Engineers at the University of California, Berkeley have managed to achieve a breakthrough in energy-efficient computing by demonstrating for the very first time that magnetic chips can operate at the lowest fundamental level of energy dissipation that is possible as dictated by the law of thermodynamics.
The findings have been published in the peer-reviewed journal, Science Advances and imply that drastic reductions in power consumption can be achieved – about one-millionth the amount of energy per operation that is consumed by transistors in today’s computers.
This can mean a huge thing for mobile devices where powerful processors have reduced the battery time. When it comes to large scale computing, this can be a game changer for cloud data centers that are increasing in numbers and consume an increasing share of the electrical grid.
Senior author Jeffrey Bokor, a UC Berkeley professor of electrical engineering and computer sciences and a faculty scientists at the Lawrence Berkeley National Laboratory said, “We wanted to know how small we could shrink the amount of energy needed for computing. The biggest challenge in designing computers and, in fact, all our electronics today is reducing their energy consumption.”
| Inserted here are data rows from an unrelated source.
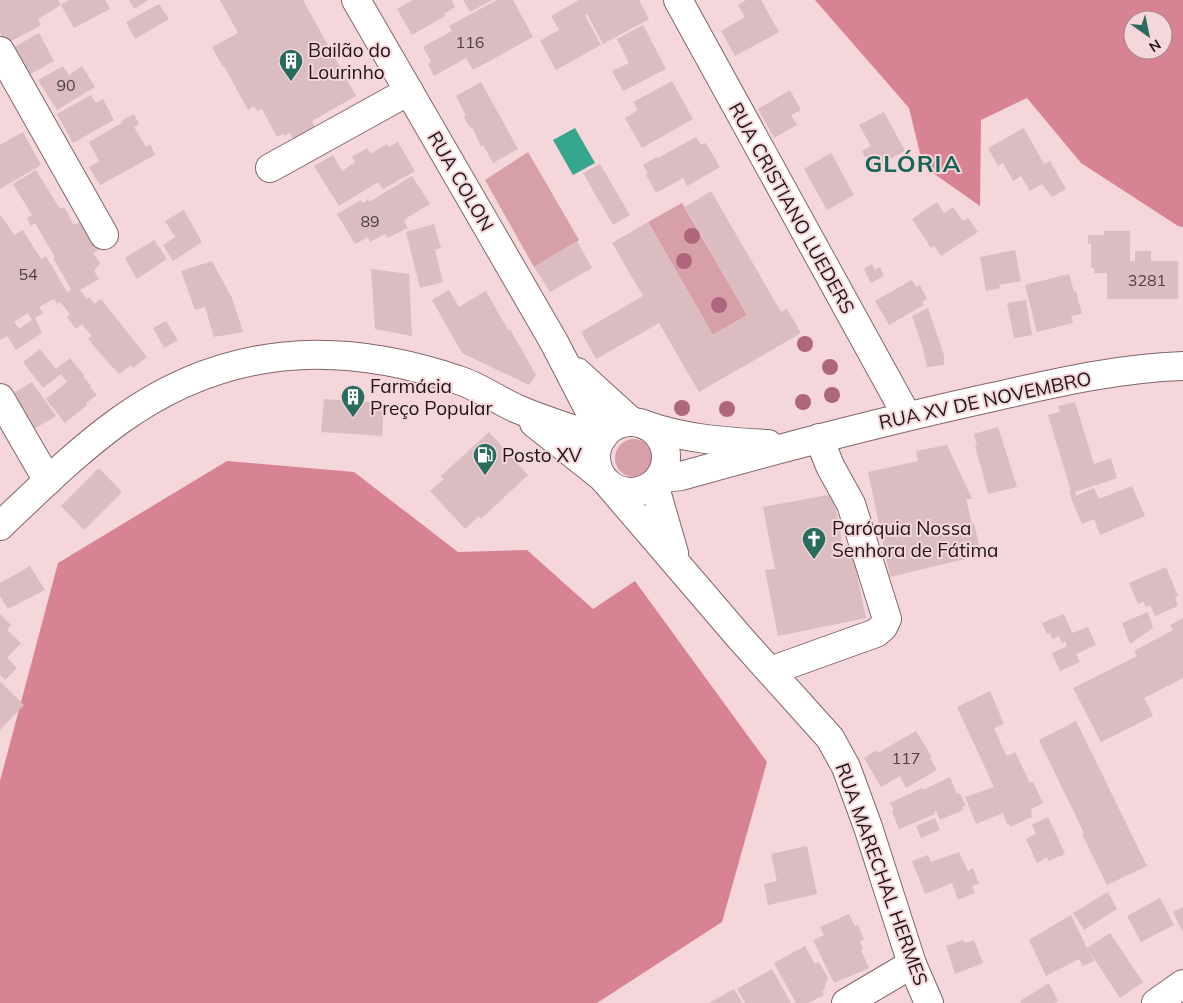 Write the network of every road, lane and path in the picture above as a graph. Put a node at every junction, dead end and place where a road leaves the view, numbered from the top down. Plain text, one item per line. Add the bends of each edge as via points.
1 (356, 0) edge
2 (678, 0) edge
3 (0, 51) edge
4 (409, 91) junction
5 (270, 168) dead end
6 (104, 235) dead end
7 (565, 361) junction
8 (1183, 366) edge
9 (0, 398) edge
10 (515, 408) junction
11 (906, 416) junction
12 (637, 423) junction
13 (602, 438) junction
14 (819, 438) junction
15 (789, 446) junction
16 (605, 481) junction
17 (656, 481) junction
18 (48, 482) junction
19 (0, 526) edge
20 (677, 564) junction
21 (770, 671) junction
22 (912, 964) junction
23 (1183, 984) edge
24 (846, 1003) edge
25 (929, 1003) edge
26 (1156, 1003) edge

1 - 4 street, RUA COLON
2 - 11 street, RUA CRISTIANO LUEDERS
3 - 6 street
4 - 5 street
4 - 7 street, RUA COLON
7 - 12 street, RUA COLON
7 - 13 street, RUA COLON
8 - 11 street, RUA XV DE NOVEMBRO via 1113,372 1057,382
9 - 18 street
10 - 13 street
10 - 16 street
10 - 18 street via 460,380 393,362 310,354 270,357 211,372 147,402 100,436
11 - 14 street, RUA XV DE NOVEMBRO
12 - 13 street via 611,428
12 - 15 street, RUA XV DE NOVEMBRO via 688,437
12 - 17 street via 656,434 664,449 665,460
13 - 16 street via 596,456 597,467
14 - 15 street, RUA XV DE NOVEMBRO
14 - 21 street via 851,504 888,619 876,633
15 - 17 street, RUA XV DE NOVEMBRO
16 - 17 street via 618,490 628,492 638,491
16 - 20 street, RUA MARECHAL HERMES
17 - 20 street, RUA MARECHAL HERMES
18 - 19 street
20 - 21 street, RUA MARECHAL HERMES
21 - 22 street, RUA MARECHAL HERMES via 830,738 846,767
22 - 24 street
22 - 25 street, RUA MARECHAL HERMES
23 - 26 street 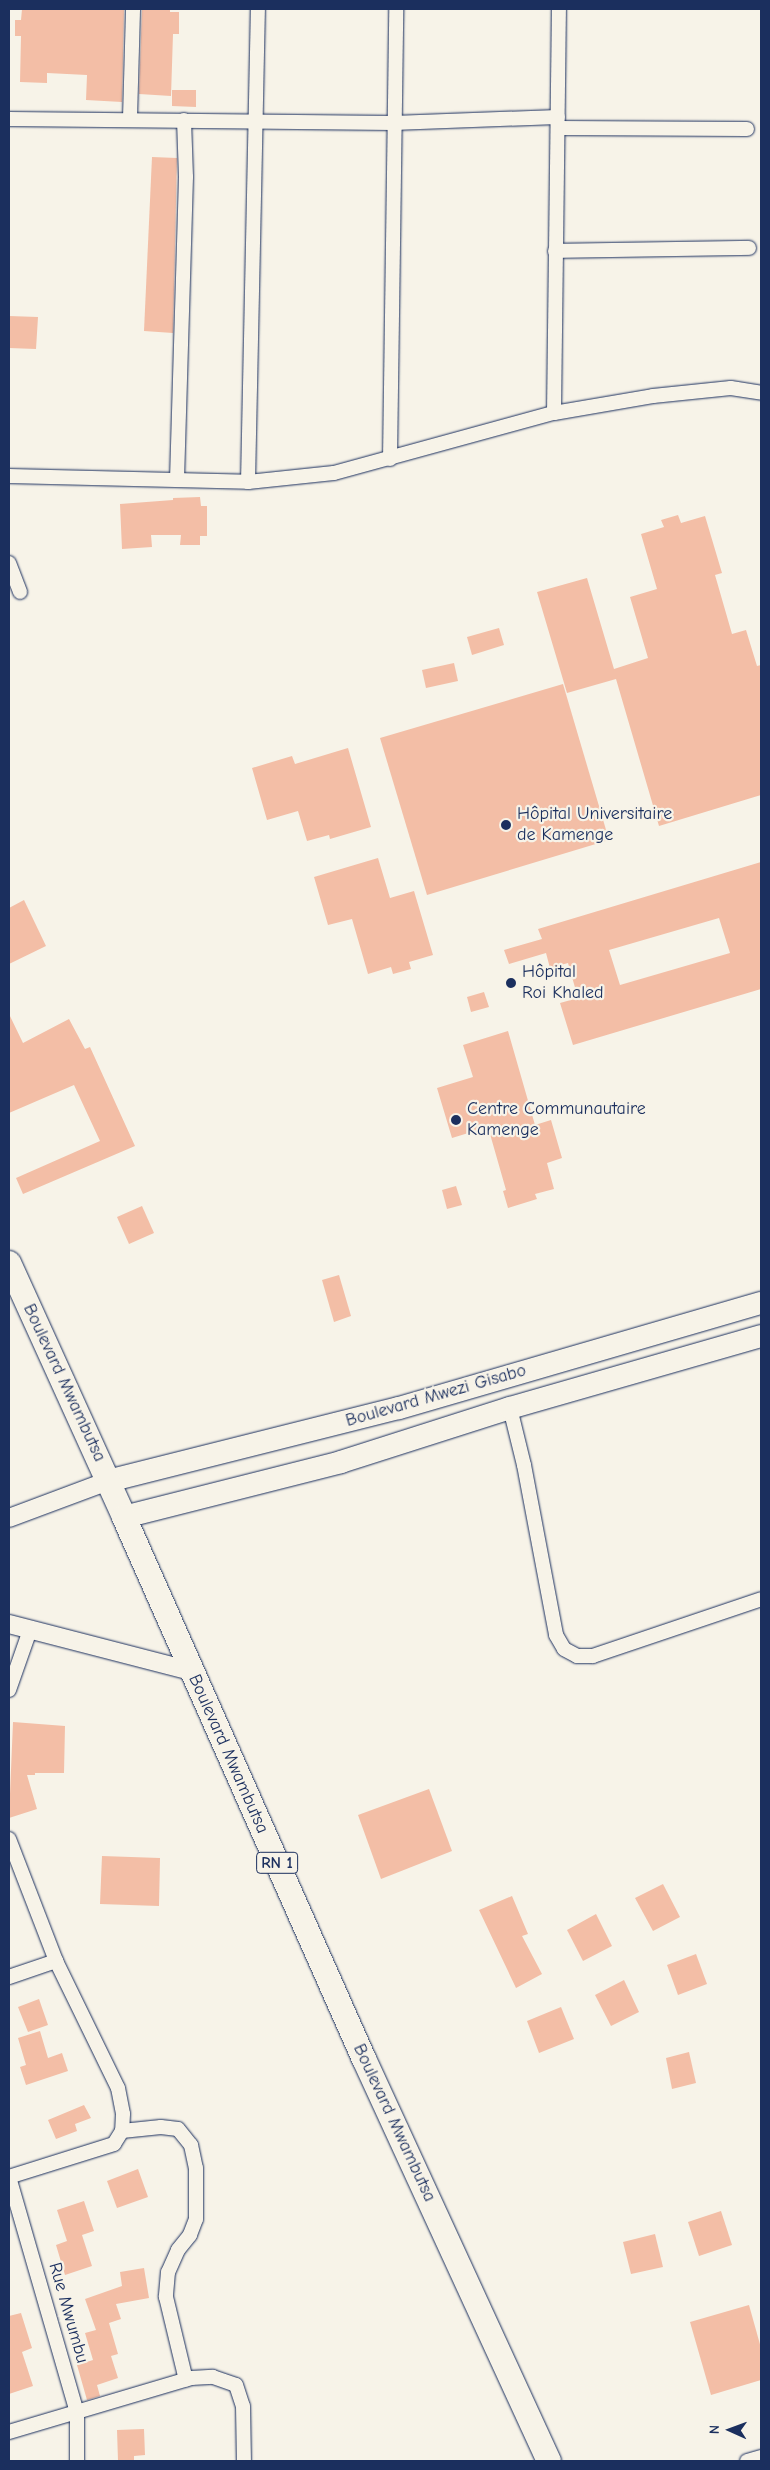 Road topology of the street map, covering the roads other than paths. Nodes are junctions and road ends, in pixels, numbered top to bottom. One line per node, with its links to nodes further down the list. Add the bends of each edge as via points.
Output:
1 (133, 9): 5 (street)
2 (258, 9): 8 (street)
3 (396, 9): 9 (street)
4 (559, 9): 10 (street)
5 (130, 118): 6 (street); 7 (street)
6 (9, 119)
7 (184, 120): 8 (street); 18 (street, via 186,177)
8 (255, 122): 9 (street); 19 (street)
9 (394, 122): 10 (street); 16 (street)
10 (558, 122): 11 (street); 13 (street)
11 (747, 129)
12 (749, 248): 13 (street)
13 (555, 251): 15 (street)
14 (761, 393): 15 (street, via 731,388 652,396)
15 (554, 413): 16 (street)
16 (390, 459): 19 (street, via 334,473)
17 (9, 476): 18 (street)
18 (177, 480): 19 (street)
19 (248, 482)
20 (9, 564): 21 (street)
21 (20, 592)
22 (9, 1263): 26 (highway, Boulevard Mwambutsa / RN 1)
23 (761, 1303): 26 (main road, Boulevard Mwezi Gisabo, via 399,1408)
24 (761, 1336): 25 (main road, Boulevard Mwezi Gisabo)
25 (510, 1408): 27 (main road, Boulevard Mwezi Gisabo, via 341,1462); 29 (street, via 556,1635 564,1649 577,1656 593,1656)
26 (108, 1481): 27 (highway, Boulevard Mwambutsa / RN 1); 28 (street)
27 (124, 1517): 32 (highway, Boulevard Mwambutsa / RN 1)
28 (9, 1518)
29 (761, 1599)
30 (9, 1624): 31 (street)
31 (30, 1630): 32 (street); 33 (street)
32 (191, 1671): 45 (highway, Boulevard Mwambutsa / RN 1, via 360,2050)
33 (9, 1690)
34 (9, 1839): 35 (street)
35 (56, 1961): 36 (street); 37 (street, via 118,2088 123,2114)
36 (9, 1977)
37 (122, 2131): 38 (street, via 114,2144); 39 (street, via 161,2127 178,2129 192,2145 196,2168 196,2219 168,2272 166,2297)
38 (9, 2177): 40 (street, Rue Mwumbu)
39 (186, 2380): 40 (street); 44 (street, via 213,2377 236,2386 243,2406)
40 (77, 2412): 41 (street); 43 (street, Rue Mwumbu)
41 (9, 2432)
42 (761, 2457): 46 (street)
43 (77, 2461)
44 (244, 2461)
45 (549, 2461)
46 (747, 2461) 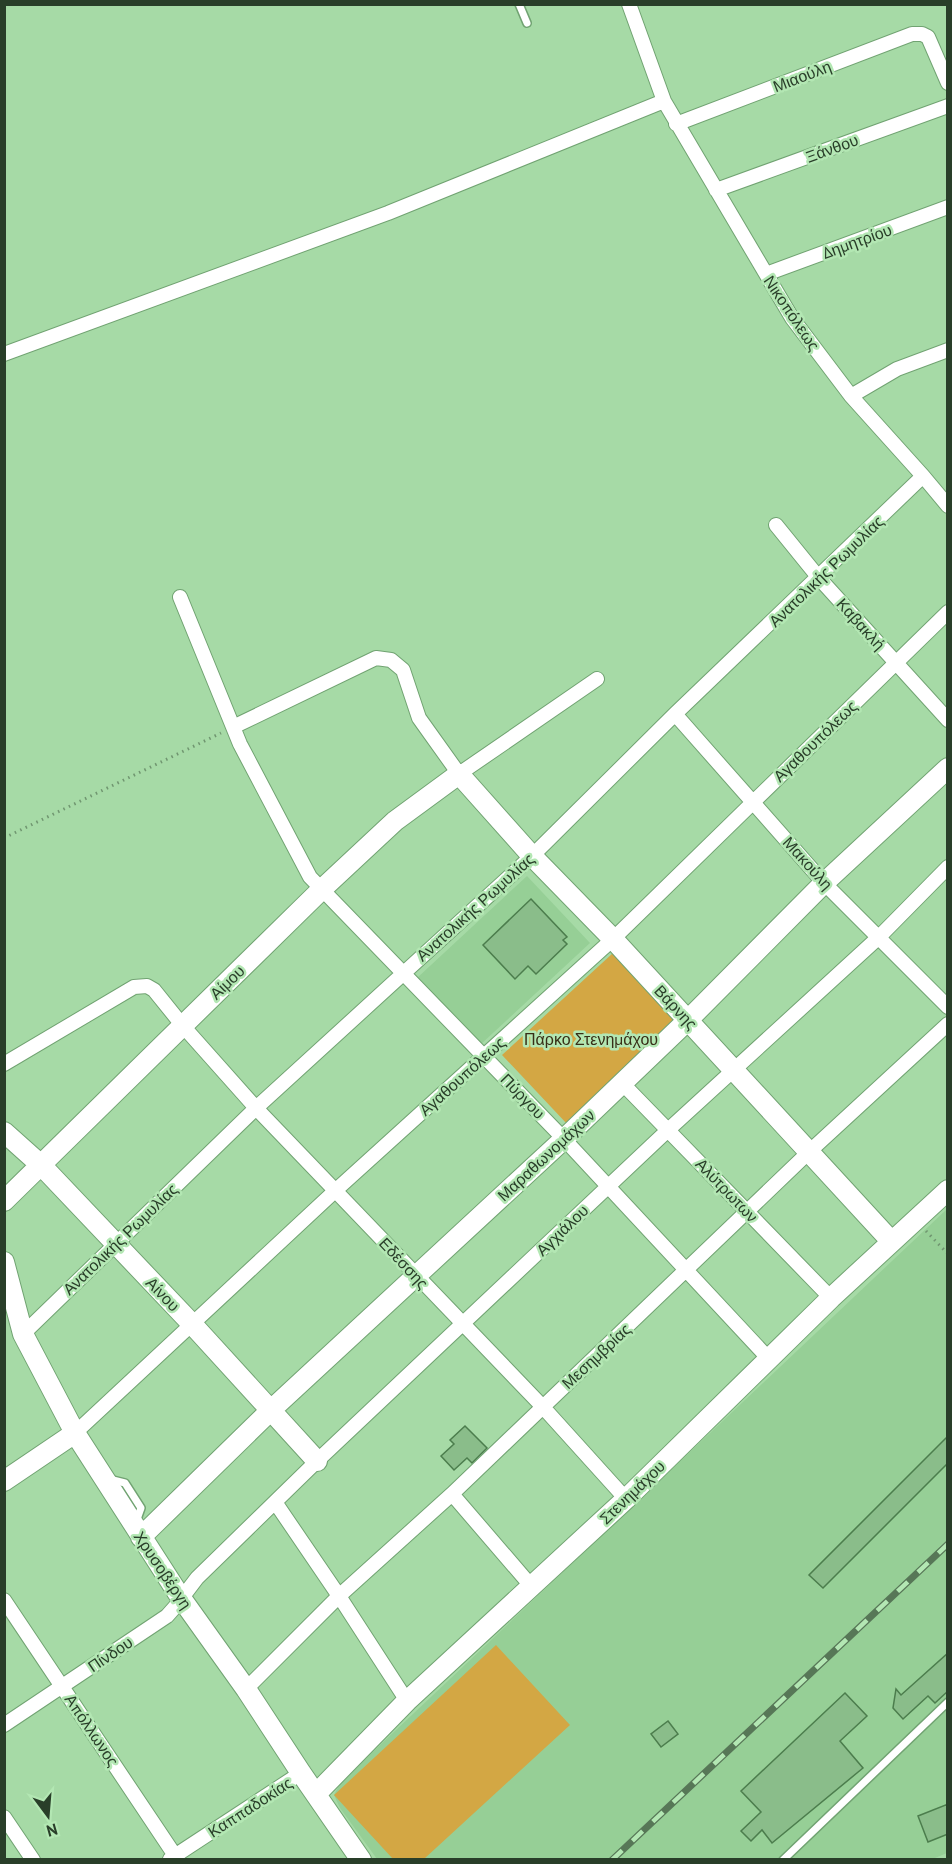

This focus on reducing the energy consumption is a recent shift in chip manufacturing that was previously geared towards increasing the number and power of transistors that could fit onto a chip. According to Bokor, by making the transistors go faster, the energy consumption was going above the roof to the point where the chips would just melt after becoming super-hot.
The conventional transistors rely upon electrons’ movement for switching between 0s and 1s. Owing to electrical resistance, quite a critical amount of energy is required for ensuring that the signal between two states is distinguishable and this leads to generation of excess heat.
A promising candidate surfaced up in the form of magnetic computing where the magnetic bits can be differentiated by virtue of their direction and it requires the same amount of energy for getting the magnet to point left or to point right. Bokor said, “These are two equal energy states, so we don’t throw energy away creating a high and low energy.” He teamed up with UC Berkeley postdoctoral researcher Jeongmin Hong along with UC Berkeley graduate student Brian Lambson and Scott Dhuey at the Berkeley Lab’s Molecular Foundry.
The team finally determined that it took only 15 milli-electron volts of energy for flipping a magnetic bit at room temperature. This is the equivalent of 3 zeptojoules and thus, this experiment successfully demonstrated the Landauer limit.
The authors have stated in the paper, “the significance of this result is that today’s computers are far from the fundamental limit and that future dramatic reductions in power consumption are possible.”